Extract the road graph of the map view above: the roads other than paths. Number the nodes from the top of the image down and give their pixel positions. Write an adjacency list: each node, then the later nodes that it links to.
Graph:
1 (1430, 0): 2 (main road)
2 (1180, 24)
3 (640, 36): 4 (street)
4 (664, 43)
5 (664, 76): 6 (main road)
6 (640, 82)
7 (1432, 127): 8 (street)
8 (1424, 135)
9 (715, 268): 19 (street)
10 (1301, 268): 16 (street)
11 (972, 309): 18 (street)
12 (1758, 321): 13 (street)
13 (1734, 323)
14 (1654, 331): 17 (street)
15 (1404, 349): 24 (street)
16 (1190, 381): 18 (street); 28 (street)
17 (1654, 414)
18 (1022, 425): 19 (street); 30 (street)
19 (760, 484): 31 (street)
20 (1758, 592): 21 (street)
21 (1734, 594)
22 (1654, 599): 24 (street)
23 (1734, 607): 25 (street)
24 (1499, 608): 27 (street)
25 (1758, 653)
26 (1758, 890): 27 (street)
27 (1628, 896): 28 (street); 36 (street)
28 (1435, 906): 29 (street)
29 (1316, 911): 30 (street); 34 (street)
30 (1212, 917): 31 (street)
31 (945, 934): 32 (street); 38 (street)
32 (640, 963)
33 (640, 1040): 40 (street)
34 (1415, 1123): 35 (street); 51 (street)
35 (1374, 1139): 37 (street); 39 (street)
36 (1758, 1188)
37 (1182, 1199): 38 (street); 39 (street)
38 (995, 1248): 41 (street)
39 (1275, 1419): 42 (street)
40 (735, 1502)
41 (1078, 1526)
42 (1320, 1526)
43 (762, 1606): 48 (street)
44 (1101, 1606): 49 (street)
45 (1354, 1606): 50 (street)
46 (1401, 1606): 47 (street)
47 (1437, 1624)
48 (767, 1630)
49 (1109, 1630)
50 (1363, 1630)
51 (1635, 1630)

============================================================

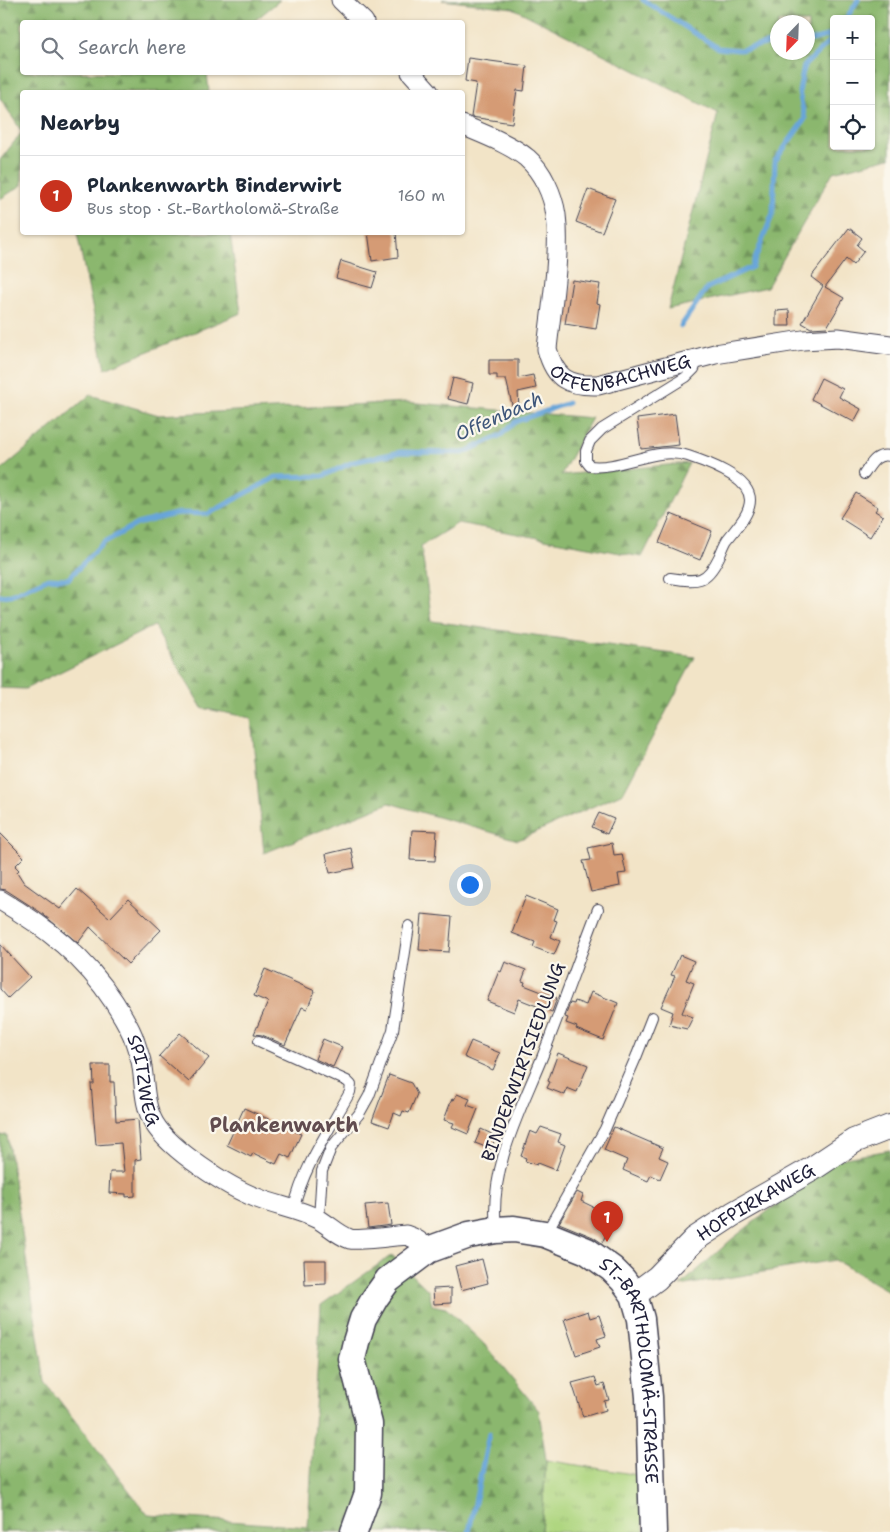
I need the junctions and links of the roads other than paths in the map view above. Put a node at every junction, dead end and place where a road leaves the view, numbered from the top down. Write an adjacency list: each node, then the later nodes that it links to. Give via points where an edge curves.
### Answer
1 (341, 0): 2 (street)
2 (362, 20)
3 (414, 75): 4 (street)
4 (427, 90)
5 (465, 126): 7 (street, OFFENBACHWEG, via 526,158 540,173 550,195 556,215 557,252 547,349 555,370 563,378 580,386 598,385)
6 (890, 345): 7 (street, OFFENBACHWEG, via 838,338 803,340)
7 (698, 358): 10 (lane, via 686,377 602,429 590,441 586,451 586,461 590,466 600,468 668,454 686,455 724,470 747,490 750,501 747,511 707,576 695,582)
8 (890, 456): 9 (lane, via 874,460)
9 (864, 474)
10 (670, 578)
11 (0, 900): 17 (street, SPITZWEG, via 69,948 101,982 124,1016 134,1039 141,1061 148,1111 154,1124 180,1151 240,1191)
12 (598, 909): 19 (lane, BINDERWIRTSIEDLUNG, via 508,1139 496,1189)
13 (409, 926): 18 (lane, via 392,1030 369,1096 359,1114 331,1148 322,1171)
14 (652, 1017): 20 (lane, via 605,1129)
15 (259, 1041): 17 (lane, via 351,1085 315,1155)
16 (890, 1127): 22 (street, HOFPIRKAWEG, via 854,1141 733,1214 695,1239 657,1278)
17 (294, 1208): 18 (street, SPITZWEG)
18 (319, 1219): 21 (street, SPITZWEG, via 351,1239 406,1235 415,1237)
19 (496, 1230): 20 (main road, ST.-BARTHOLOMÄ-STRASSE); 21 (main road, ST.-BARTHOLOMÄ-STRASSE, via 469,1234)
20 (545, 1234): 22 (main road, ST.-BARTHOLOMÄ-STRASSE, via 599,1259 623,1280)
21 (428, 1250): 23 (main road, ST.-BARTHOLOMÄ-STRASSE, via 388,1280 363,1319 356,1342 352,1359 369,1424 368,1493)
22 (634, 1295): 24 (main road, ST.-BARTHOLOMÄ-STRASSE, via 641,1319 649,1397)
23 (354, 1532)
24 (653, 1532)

============================================================

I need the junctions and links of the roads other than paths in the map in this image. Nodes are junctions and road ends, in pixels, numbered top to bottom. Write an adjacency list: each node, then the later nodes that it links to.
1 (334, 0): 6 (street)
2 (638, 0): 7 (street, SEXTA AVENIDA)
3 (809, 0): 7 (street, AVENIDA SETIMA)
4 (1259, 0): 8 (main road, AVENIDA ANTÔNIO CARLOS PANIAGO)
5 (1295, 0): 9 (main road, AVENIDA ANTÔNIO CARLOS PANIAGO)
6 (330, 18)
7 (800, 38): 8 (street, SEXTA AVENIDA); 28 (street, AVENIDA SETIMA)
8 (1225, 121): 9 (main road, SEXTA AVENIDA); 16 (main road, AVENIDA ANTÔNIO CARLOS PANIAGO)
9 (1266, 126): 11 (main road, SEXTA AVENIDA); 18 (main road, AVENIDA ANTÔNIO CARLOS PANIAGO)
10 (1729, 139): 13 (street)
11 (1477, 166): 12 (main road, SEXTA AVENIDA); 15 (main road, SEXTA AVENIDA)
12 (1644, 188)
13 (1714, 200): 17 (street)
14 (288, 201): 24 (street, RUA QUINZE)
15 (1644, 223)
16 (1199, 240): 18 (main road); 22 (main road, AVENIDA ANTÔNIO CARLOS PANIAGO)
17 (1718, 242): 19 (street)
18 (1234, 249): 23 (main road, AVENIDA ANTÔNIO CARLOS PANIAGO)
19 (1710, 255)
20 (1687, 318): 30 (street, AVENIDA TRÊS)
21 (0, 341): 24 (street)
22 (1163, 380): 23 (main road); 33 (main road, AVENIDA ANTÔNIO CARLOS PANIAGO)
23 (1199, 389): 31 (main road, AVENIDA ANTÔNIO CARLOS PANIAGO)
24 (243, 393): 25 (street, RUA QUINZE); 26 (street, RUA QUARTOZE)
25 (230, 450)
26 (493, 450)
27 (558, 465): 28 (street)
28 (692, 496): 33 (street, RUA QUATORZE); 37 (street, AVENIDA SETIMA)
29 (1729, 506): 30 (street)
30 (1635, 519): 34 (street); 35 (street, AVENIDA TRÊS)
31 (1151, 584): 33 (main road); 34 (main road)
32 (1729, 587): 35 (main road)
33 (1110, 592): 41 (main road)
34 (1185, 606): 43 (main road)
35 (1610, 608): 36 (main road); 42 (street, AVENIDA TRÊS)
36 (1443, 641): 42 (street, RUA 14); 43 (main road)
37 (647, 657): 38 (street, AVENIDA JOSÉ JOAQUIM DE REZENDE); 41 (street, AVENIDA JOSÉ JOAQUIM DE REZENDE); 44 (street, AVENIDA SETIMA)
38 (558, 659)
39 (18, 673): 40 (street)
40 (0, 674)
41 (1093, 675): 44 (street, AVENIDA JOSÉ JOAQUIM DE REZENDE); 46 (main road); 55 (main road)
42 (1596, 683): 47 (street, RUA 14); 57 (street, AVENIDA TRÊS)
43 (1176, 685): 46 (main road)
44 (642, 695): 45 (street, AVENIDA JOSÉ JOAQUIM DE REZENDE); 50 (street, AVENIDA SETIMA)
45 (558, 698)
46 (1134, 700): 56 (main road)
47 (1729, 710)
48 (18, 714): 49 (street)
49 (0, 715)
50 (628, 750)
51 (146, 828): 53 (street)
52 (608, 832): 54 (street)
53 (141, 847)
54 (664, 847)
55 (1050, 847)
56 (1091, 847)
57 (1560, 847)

============================================================

§ **YOUR ASSIGNMENT**
Where does the word "JOAQUIM" appear in the records above? Return every line that holds it.

§ **YOUR RESPONSE**
37 (647, 657): 38 (street, AVENIDA JOSÉ JOAQUIM DE REZENDE); 41 (street, AVENIDA JOSÉ JOAQUIM DE REZENDE); 44 (street, AVENIDA SETIMA)
41 (1093, 675): 44 (street, AVENIDA JOSÉ JOAQUIM DE REZENDE); 46 (main road); 55 (main road)
44 (642, 695): 45 (street, AVENIDA JOSÉ JOAQUIM DE REZENDE); 50 (street, AVENIDA SETIMA)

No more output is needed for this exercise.